I recently came across a question whether a Monte Carlo simulation should represent a forward curve at each tenor. I encountered an approach at a bank which I would consider as somehow strange.
Approach 1: Let’s take GBPEUR as an underlying. To keep things as simple as possible I would choose a Geometric Brownian Motion with constant drift and diffusion calibrated to forward volatilities on GBPEUR. In the next step I would choose an Euler Scheme, simulate 100000 paths in order to solve the stochastic differential equation numerically. By taking the mean over the paths at each tenor I get a point which is close to the forward curve at this tenor. But in my opinion it’s nearly impossible to calibrate the Geometric Brownian Motion in a way that it exactly represents the forward GBPEUR curve on each tenor. Nevertheless that’s the way a simulation is done!
So what I now saw implemented in a financial institution is the following.
Approach 2: The guy took each tenor of the forward curve and multiplied it with a normally distributed random number.
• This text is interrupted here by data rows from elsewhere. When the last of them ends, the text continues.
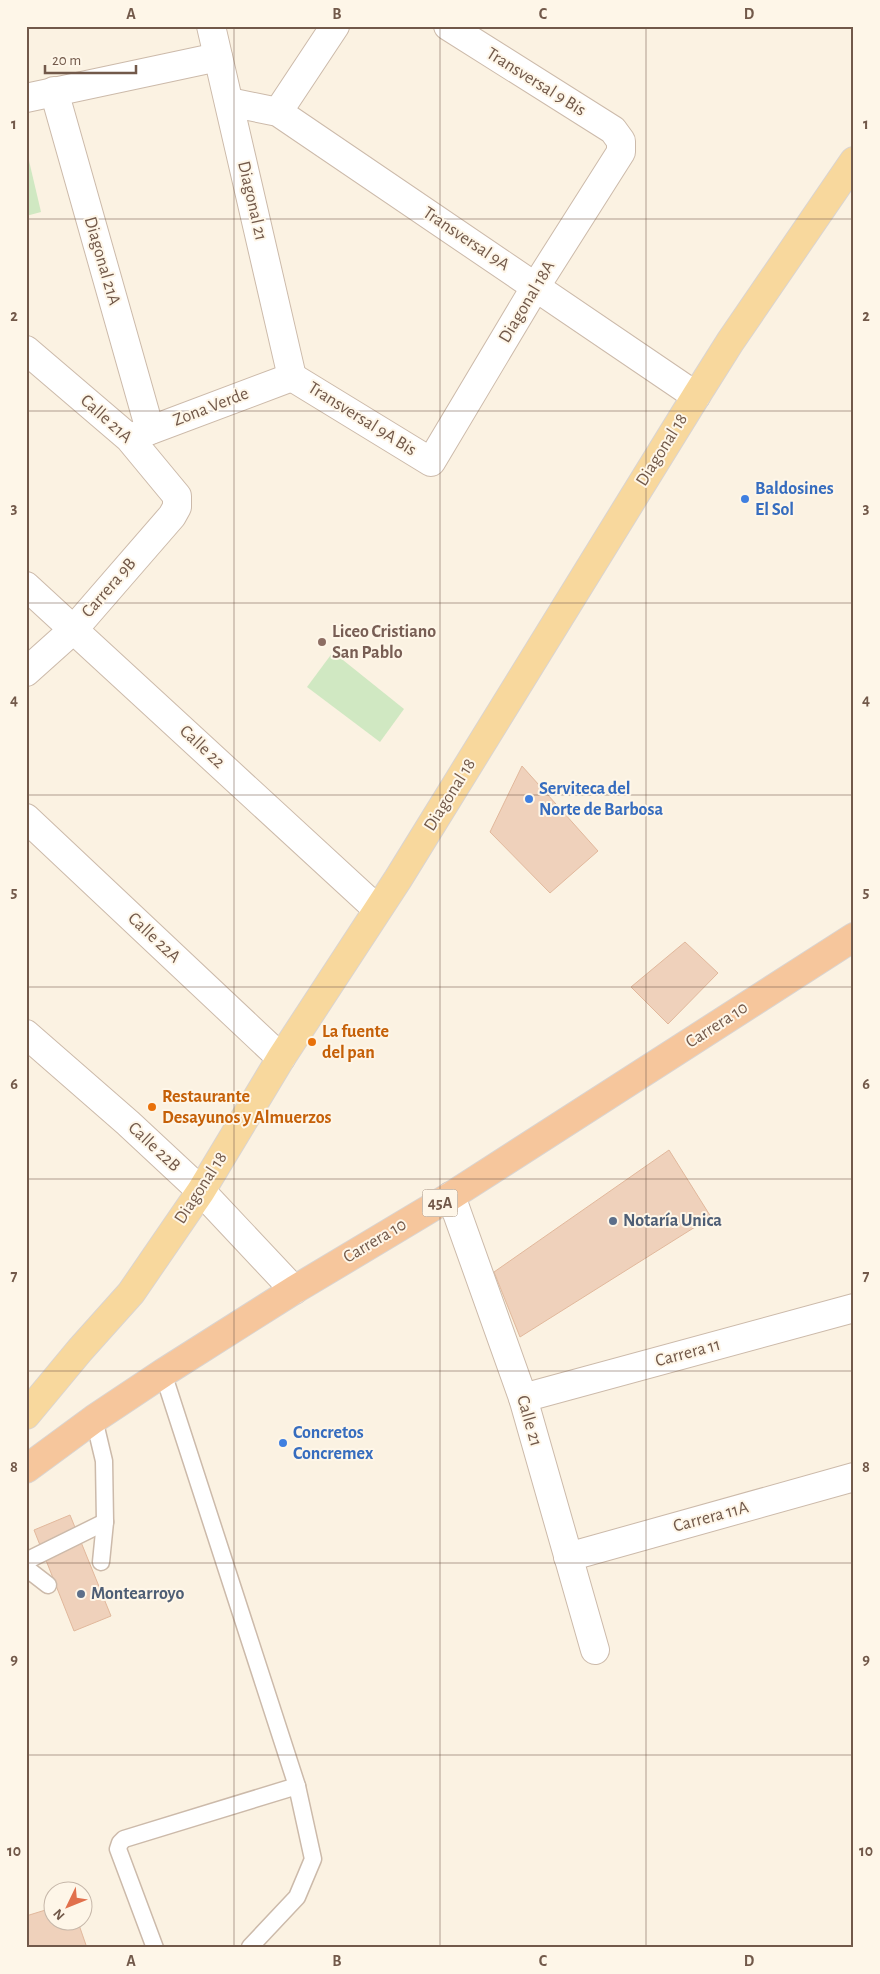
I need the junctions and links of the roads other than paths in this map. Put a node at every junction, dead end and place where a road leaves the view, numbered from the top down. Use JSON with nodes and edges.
{"nodes":[{"id":1,"x":211,"y":26,"type":"edge"},
{"id":2,"x":335,"y":26,"type":"edge"},
{"id":3,"x":448,"y":26,"type":"edge"},
{"id":4,"x":218,"y":57,"type":"junction"},
{"id":5,"x":54,"y":91,"type":"junction"},
{"id":6,"x":26,"y":98,"type":"edge"},
{"id":7,"x":228,"y":102,"type":"junction"},
{"id":8,"x":278,"y":112,"type":"junction"},
{"id":9,"x":621,"y":141,"type":"joint"},
{"id":10,"x":854,"y":161,"type":"edge"},
{"id":11,"x":536,"y":286,"type":"junction"},
{"id":12,"x":26,"y":350,"type":"edge"},
{"id":13,"x":292,"y":376,"type":"junction"},
{"id":14,"x":696,"y":396,"type":"junction"},
{"id":15,"x":140,"y":434,"type":"junction"},
{"id":16,"x":431,"y":462,"type":"joint"},
{"id":17,"x":177,"y":496,"type":"joint"},
{"id":18,"x":26,"y":586,"type":"edge"},
{"id":19,"x":74,"y":628,"type":"junction"},
{"id":20,"x":26,"y":672,"type":"edge"},
{"id":21,"x":26,"y":818,"type":"edge"},
{"id":22,"x":377,"y":909,"type":"junction"},
{"id":23,"x":854,"y":937,"type":"edge"},
{"id":24,"x":26,"y":1034,"type":"edge"},
{"id":25,"x":281,"y":1058,"type":"junction"},
{"id":26,"x":200,"y":1191,"type":"junction"},
{"id":27,"x":451,"y":1196,"type":"junction"},
{"id":28,"x":294,"y":1290,"type":"junction"},
{"id":29,"x":854,"y":1308,"type":"edge"},
{"id":30,"x":163,"y":1373,"type":"junction"},
{"id":31,"x":523,"y":1398,"type":"junction"},
{"id":32,"x":26,"y":1415,"type":"edge"},
{"id":33,"x":94,"y":1419,"type":"junction"},
{"id":34,"x":26,"y":1469,"type":"edge"},
{"id":35,"x":854,"y":1477,"type":"edge"},
{"id":36,"x":105,"y":1522,"type":"junction"},
{"id":37,"x":568,"y":1556,"type":"junction"},
{"id":38,"x":26,"y":1561,"type":"edge"},
{"id":39,"x":101,"y":1562,"type":"dead end"},
{"id":40,"x":26,"y":1568,"type":"edge"},
{"id":41,"x":48,"y":1586,"type":"dead end"},
{"id":42,"x":595,"y":1650,"type":"dead end"},
{"id":43,"x":297,"y":1786,"type":"junction"},
{"id":44,"x":250,"y":1947,"type":"edge"},
{"id":45,"x":155,"y":1948,"type":"edge"}],
"edges":[{"from":1,"to":4,"type":"street","name":"Diagonal 21"},
{"from":2,"to":8,"type":"street"},
{"from":3,"to":9,"type":"street","name":"Transversal 9 Bis"},
{"from":4,"to":5,"type":"street"},
{"from":4,"to":7,"type":"street","name":"Diagonal 21"},
{"from":5,"to":6,"type":"street"},
{"from":5,"to":15,"type":"street","name":"Diagonal 21A"},
{"from":7,"to":8,"type":"street","name":"Transversal 9A"},
{"from":7,"to":13,"type":"street","name":"Diagonal 21"},
{"from":8,"to":11,"type":"street","name":"Transversal 9A"},
{"from":9,"to":11,"type":"street","name":"Diagonal 18A"},
{"from":10,"to":14,"type":"main road","name":"Diagonal 18"},
{"from":11,"to":14,"type":"street","name":"Transversal 9A"},
{"from":11,"to":16,"type":"street","name":"Diagonal 18A"},
{"from":12,"to":15,"type":"street","name":"Calle 21A"},
{"from":13,"to":15,"type":"street","name":"Zona Verde"},
{"from":13,"to":16,"type":"street","name":"Transversal 9A Bis"},
{"from":14,"to":22,"type":"main road","name":"Diagonal 18"},
{"from":15,"to":17,"type":"street","name":"Calle 21A"},
{"from":17,"to":19,"type":"street","name":"Carrera 9B"},
{"from":18,"to":19,"type":"street","name":"Calle 22"},
{"from":19,"to":20,"type":"street","name":"Carrera 9B"},
{"from":19,"to":22,"type":"street","name":"Calle 22"},
{"from":21,"to":25,"type":"street","name":"Calle 22A"},
{"from":22,"to":25,"type":"main road","name":"Diagonal 18"},
{"from":23,"to":27,"type":"highway","name":"Carrera 10","number":"45A"},
{"from":24,"to":26,"type":"street","name":"Calle 22B"},
{"from":25,"to":26,"type":"main road","name":"Diagonal 18"},
{"from":26,"to":28,"type":"street","name":"Calle 22B"},
{"from":26,"to":32,"type":"main road","name":"Diagonal 18"},
{"from":27,"to":28,"type":"highway","name":"Carrera 10","number":"45A"},
{"from":27,"to":31,"type":"street","name":"Calle 21"},
{"from":28,"to":30,"type":"highway","name":"Carrera 10","number":"45A"},
{"from":29,"to":31,"type":"street","name":"Carrera 11"},
{"from":30,"to":33,"type":"highway","name":"Carrera 10","number":"45A"},
{"from":30,"to":43,"type":"lane"},
{"from":31,"to":37,"type":"street","name":"Calle 21"},
{"from":33,"to":34,"type":"highway","name":"Carrera 10","number":"45A"},
{"from":33,"to":36,"type":"lane"},
{"from":35,"to":37,"type":"street","name":"Carrera 11A"},
{"from":36,"to":38,"type":"lane"},
{"from":36,"to":39,"type":"lane"},
{"from":37,"to":42,"type":"street","name":"Calle 21"},
{"from":40,"to":41,"type":"lane"},
{"from":43,"to":44,"type":"lane"},
{"from":43,"to":45,"type":"lane"}]}
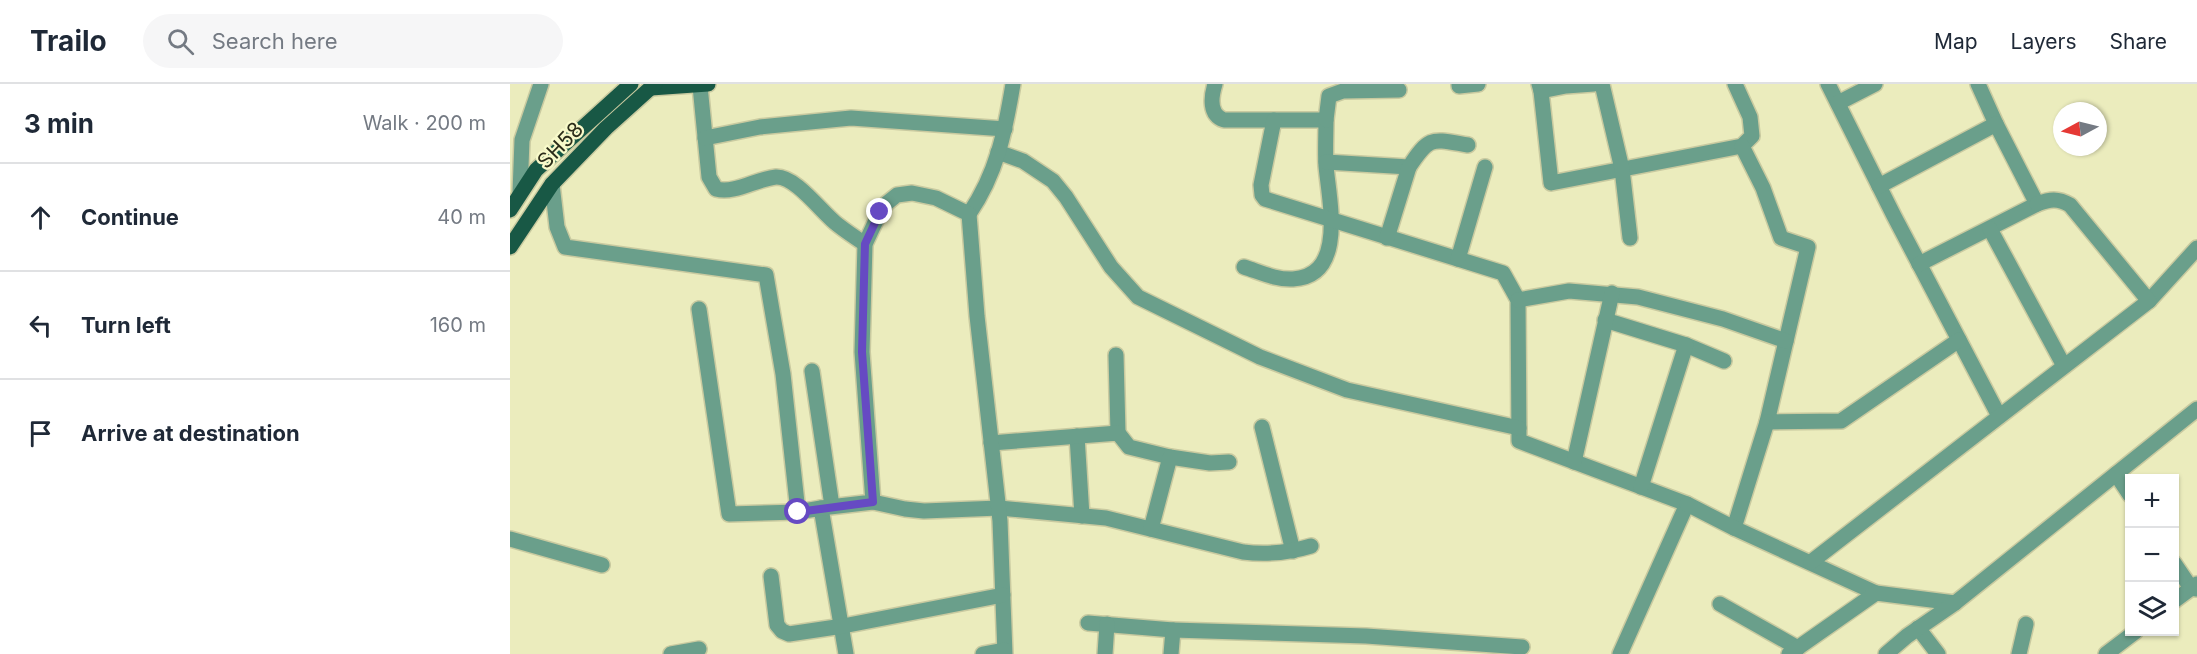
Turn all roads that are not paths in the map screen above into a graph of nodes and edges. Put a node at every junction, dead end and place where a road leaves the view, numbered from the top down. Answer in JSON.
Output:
{"nodes":[{"id":1,"x":541,"y":84,"type":"edge"},
{"id":2,"x":631,"y":84,"type":"edge"},
{"id":3,"x":1013,"y":84,"type":"edge"},
{"id":4,"x":1215,"y":84,"type":"edge"},
{"id":5,"x":1459,"y":84,"type":"edge"},
{"id":6,"x":1478,"y":84,"type":"edge"},
{"id":7,"x":1594,"y":84,"type":"edge"},
{"id":8,"x":1602,"y":84,"type":"edge"},
{"id":9,"x":1735,"y":84,"type":"edge"},
{"id":10,"x":1828,"y":84,"type":"edge"},
{"id":11,"x":1875,"y":84,"type":"edge"},
{"id":12,"x":1978,"y":84,"type":"edge"},
{"id":13,"x":704,"y":85,"type":"edge"},
{"id":14,"x":653,"y":86,"type":"edge"},
{"id":15,"x":1540,"y":88,"type":"edge"},
{"id":16,"x":1329,"y":90,"type":"edge"},
{"id":17,"x":1399,"y":90,"type":"dead end"},
{"id":18,"x":1838,"y":103,"type":"junction"},
{"id":19,"x":1274,"y":120,"type":"junction"},
{"id":20,"x":1326,"y":120,"type":"junction"},
{"id":21,"x":1996,"y":124,"type":"junction"},
{"id":22,"x":1005,"y":129,"type":"junction"},
{"id":23,"x":516,"y":137,"type":"edge"},
{"id":24,"x":705,"y":138,"type":"junction"},
{"id":25,"x":1468,"y":145,"type":"dead end"},
{"id":26,"x":1742,"y":146,"type":"junction"},
{"id":27,"x":998,"y":152,"type":"junction"},
{"id":28,"x":1326,"y":162,"type":"junction"},
{"id":29,"x":1409,"y":167,"type":"junction"},
{"id":30,"x":1485,"y":167,"type":"dead end"},
{"id":31,"x":1622,"y":169,"type":"junction"},
{"id":32,"x":552,"y":184,"type":"junction"},
{"id":33,"x":1879,"y":186,"type":"junction"},
{"id":34,"x":520,"y":193,"type":"junction"},
{"id":35,"x":2037,"y":204,"type":"junction"},
{"id":36,"x":510,"y":210,"type":"edge"},
{"id":37,"x":969,"y":214,"type":"junction"},
{"id":38,"x":1331,"y":220,"type":"junction"},
{"id":39,"x":1990,"y":229,"type":"junction"},
{"id":40,"x":1387,"y":238,"type":"junction"},
{"id":41,"x":1630,"y":238,"type":"dead end"},
{"id":42,"x":865,"y":244,"type":"junction"},
{"id":43,"x":510,"y":247,"type":"edge"},
{"id":44,"x":2197,"y":248,"type":"edge"},
{"id":45,"x":1458,"y":260,"type":"junction"},
{"id":46,"x":1919,"y":264,"type":"junction"},
{"id":47,"x":1244,"y":267,"type":"dead end"},
{"id":48,"x":1612,"y":293,"type":"junction"},
{"id":49,"x":1518,"y":300,"type":"junction"},
{"id":50,"x":2149,"y":301,"type":"junction"},
{"id":51,"x":699,"y":309,"type":"dead end"},
{"id":52,"x":1605,"y":320,"type":"junction"},
{"id":53,"x":1959,"y":340,"type":"junction"},
{"id":54,"x":1786,"y":341,"type":"junction"},
{"id":55,"x":1686,"y":345,"type":"junction"},
{"id":56,"x":1116,"y":356,"type":"dead end"},
{"id":57,"x":1724,"y":361,"type":"dead end"},
{"id":58,"x":2064,"y":366,"type":"junction"},
{"id":59,"x":812,"y":371,"type":"dead end"},
{"id":60,"x":2197,"y":409,"type":"edge"},
{"id":61,"x":1999,"y":416,"type":"junction"},
{"id":62,"x":1767,"y":423,"type":"junction"},
{"id":63,"x":1262,"y":427,"type":"dead end"},
{"id":64,"x":1519,"y":428,"type":"junction"},
{"id":65,"x":1118,"y":433,"type":"junction"},
{"id":66,"x":1077,"y":436,"type":"junction"},
{"id":67,"x":991,"y":443,"type":"junction"},
{"id":68,"x":1170,"y":457,"type":"junction"},
{"id":69,"x":1229,"y":462,"type":"dead end"},
{"id":70,"x":1574,"y":462,"type":"junction"},
{"id":71,"x":2116,"y":474,"type":"junction"},
{"id":72,"x":1641,"y":487,"type":"junction"},
{"id":73,"x":2125,"y":488,"type":"edge"},
{"id":74,"x":873,"y":502,"type":"junction"},
{"id":75,"x":1687,"y":504,"type":"junction"},
{"id":76,"x":826,"y":507,"type":"junction"},
{"id":77,"x":999,"y":508,"type":"junction"},
{"id":78,"x":798,"y":512,"type":"junction"},
{"id":79,"x":1082,"y":516,"type":"junction"},
{"id":80,"x":1734,"y":528,"type":"junction"},
{"id":81,"x":1151,"y":529,"type":"junction"},
{"id":82,"x":510,"y":539,"type":"edge"},
{"id":83,"x":1311,"y":546,"type":"dead end"},
{"id":84,"x":1293,"y":552,"type":"junction"},
{"id":85,"x":1811,"y":562,"type":"junction"},
{"id":86,"x":602,"y":565,"type":"dead end"},
{"id":87,"x":2179,"y":568,"type":"edge"},
{"id":88,"x":771,"y":576,"type":"dead end"},
{"id":89,"x":2195,"y":587,"type":"edge"},
{"id":90,"x":1876,"y":593,"type":"junction"},
{"id":91,"x":1003,"y":595,"type":"junction"},
{"id":92,"x":2179,"y":598,"type":"edge"},
{"id":93,"x":1955,"y":603,"type":"junction"},
{"id":94,"x":1720,"y":604,"type":"dead end"},
{"id":95,"x":1088,"y":622,"type":"dead end"},
{"id":96,"x":1107,"y":624,"type":"junction"},
{"id":97,"x":2026,"y":624,"type":"dead end"},
{"id":98,"x":843,"y":626,"type":"junction"},
{"id":99,"x":1918,"y":628,"type":"junction"},
{"id":100,"x":1173,"y":630,"type":"junction"},
{"id":101,"x":2130,"y":636,"type":"edge"},
{"id":102,"x":1522,"y":646,"type":"dead end"},
{"id":103,"x":1430,"y":647,"type":"edge"},
{"id":104,"x":699,"y":649,"type":"dead end"},
{"id":105,"x":1794,"y":651,"type":"edge"},
{"id":106,"x":1005,"y":652,"type":"edge"},
{"id":107,"x":671,"y":654,"type":"edge"},
{"id":108,"x":846,"y":654,"type":"edge"},
{"id":109,"x":983,"y":654,"type":"edge"},
{"id":110,"x":1105,"y":654,"type":"edge"},
{"id":111,"x":1171,"y":654,"type":"edge"},
{"id":112,"x":1620,"y":654,"type":"edge"},
{"id":113,"x":1886,"y":654,"type":"edge"},
{"id":114,"x":1938,"y":654,"type":"edge"},
{"id":115,"x":2019,"y":654,"type":"edge"},
{"id":116,"x":2106,"y":654,"type":"edge"}],
"edges":[{"from":1,"to":23,"type":"street"},
{"from":2,"to":34,"type":"main road","name":"SH58","number":"SH58"},
{"from":3,"to":22,"type":"street"},
{"from":4,"to":19,"type":"street"},
{"from":5,"to":6,"type":"street"},
{"from":7,"to":15,"type":"street"},
{"from":8,"to":31,"type":"street"},
{"from":9,"to":26,"type":"street"},
{"from":10,"to":18,"type":"street"},
{"from":11,"to":18,"type":"street"},
{"from":12,"to":21,"type":"street"},
{"from":13,"to":14,"type":"main road"},
{"from":13,"to":24,"type":"street"},
{"from":14,"to":32,"type":"main road","name":"SH58","number":"SH58"},
{"from":15,"to":31,"type":"street"},
{"from":16,"to":17,"type":"street"},
{"from":16,"to":20,"type":"street"},
{"from":18,"to":33,"type":"street"},
{"from":19,"to":20,"type":"street"},
{"from":19,"to":38,"type":"street"},
{"from":20,"to":28,"type":"street"},
{"from":21,"to":33,"type":"street"},
{"from":21,"to":35,"type":"street"},
{"from":22,"to":24,"type":"street"},
{"from":22,"to":27,"type":"street"},
{"from":23,"to":34,"type":"street"},
{"from":24,"to":42,"type":"street"},
{"from":25,"to":29,"type":"street"},
{"from":26,"to":31,"type":"street"},
{"from":26,"to":54,"type":"street"},
{"from":27,"to":37,"type":"street"},
{"from":27,"to":64,"type":"street"},
{"from":28,"to":29,"type":"street"},
{"from":28,"to":38,"type":"street"},
{"from":29,"to":40,"type":"street"},
{"from":30,"to":45,"type":"street"},
{"from":31,"to":41,"type":"street"},
{"from":32,"to":43,"type":"main road","name":"SH58","number":"SH58"},
{"from":32,"to":78,"type":"street"},
{"from":33,"to":46,"type":"street"},
{"from":34,"to":36,"type":"main road","name":"SH58","number":"SH58"},
{"from":35,"to":39,"type":"street"},
{"from":35,"to":50,"type":"street"},
{"from":37,"to":42,"type":"street"},
{"from":37,"to":67,"type":"street"},
{"from":38,"to":40,"type":"street"},
{"from":38,"to":47,"type":"street"},
{"from":39,"to":46,"type":"street"},
{"from":39,"to":58,"type":"street"},
{"from":40,"to":45,"type":"street"},
{"from":42,"to":74,"type":"street"},
{"from":44,"to":50,"type":"street"},
{"from":45,"to":49,"type":"street"},
{"from":46,"to":53,"type":"street"},
{"from":48,"to":49,"type":"street"},
{"from":48,"to":52,"type":"street"},
{"from":48,"to":54,"type":"street"},
{"from":49,"to":64,"type":"street"},
{"from":50,"to":58,"type":"street"},
{"from":51,"to":78,"type":"street"},
{"from":52,"to":55,"type":"street"},
{"from":52,"to":70,"type":"street"},
{"from":53,"to":61,"type":"street"},
{"from":53,"to":62,"type":"street"},
{"from":54,"to":62,"type":"street"},
{"from":55,"to":57,"type":"street"},
{"from":55,"to":72,"type":"street"},
{"from":56,"to":65,"type":"street"},
{"from":58,"to":61,"type":"street"},
{"from":59,"to":76,"type":"street"},
{"from":60,"to":71,"type":"street"},
{"from":61,"to":85,"type":"street"},
{"from":62,"to":80,"type":"street"},
{"from":63,"to":84,"type":"street"},
{"from":64,"to":70,"type":"street"},
{"from":65,"to":66,"type":"street"},
{"from":65,"to":68,"type":"street"},
{"from":66,"to":67,"type":"street"},
{"from":66,"to":79,"type":"street"},
{"from":67,"to":77,"type":"street"},
{"from":68,"to":69,"type":"street"},
{"from":68,"to":81,"type":"street"},
{"from":70,"to":72,"type":"street"},
{"from":71,"to":73,"type":"street"},
{"from":71,"to":93,"type":"street"},
{"from":72,"to":75,"type":"street"},
{"from":74,"to":76,"type":"street"},
{"from":74,"to":77,"type":"street"},
{"from":75,"to":80,"type":"street"},
{"from":75,"to":112,"type":"street"},
{"from":76,"to":78,"type":"street"},
{"from":76,"to":98,"type":"street"},
{"from":77,"to":79,"type":"street"},
{"from":77,"to":91,"type":"street"},
{"from":79,"to":81,"type":"street"},
{"from":80,"to":85,"type":"street"},
{"from":81,"to":84,"type":"street"},
{"from":82,"to":86,"type":"street"},
{"from":83,"to":84,"type":"street"},
{"from":85,"to":90,"type":"street"},
{"from":87,"to":89,"type":"street"},
{"from":88,"to":98,"type":"street"},
{"from":89,"to":92,"type":"street"},
{"from":90,"to":93,"type":"street"},
{"from":90,"to":105,"type":"street"},
{"from":91,"to":98,"type":"street"},
{"from":91,"to":106,"type":"street"},
{"from":93,"to":99,"type":"street"},
{"from":94,"to":105,"type":"street"},
{"from":95,"to":96,"type":"street"},
{"from":96,"to":100,"type":"street"},
{"from":96,"to":110,"type":"street"},
{"from":97,"to":115,"type":"street"},
{"from":98,"to":108,"type":"street"},
{"from":99,"to":113,"type":"street"},
{"from":99,"to":114,"type":"street"},
{"from":100,"to":103,"type":"street"},
{"from":100,"to":111,"type":"street"},
{"from":101,"to":116,"type":"street"},
{"from":102,"to":103,"type":"street"},
{"from":104,"to":107,"type":"street"},
{"from":106,"to":109,"type":"street"}]}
I would say this should be represented like this:
F_t=F_t N(0,σ) F_t GBPEUR forward curve at tenor t N(0,σ) a normally distributed random number with zero mean and σ the volatility
Then he took 100000 draws and said that’s my Monte Carlo simulation and of course trivially his simulation represented in the mean the whole forward curve.
So here are my questions:
- Do you agree that the approach 1 is the right one? Of course there are technically more advanced ones, but this is the way it is done.
- Do you agree that it is nearly impossible to represent the whole forward curve with a Monte-Carlo simulation regardless of how complex the underlying sdes are? Otherwise we would have a perfectly calibrated model.
- Approach 2 is awfully wrong and has nothing to do with a Monte Carlo Simulation.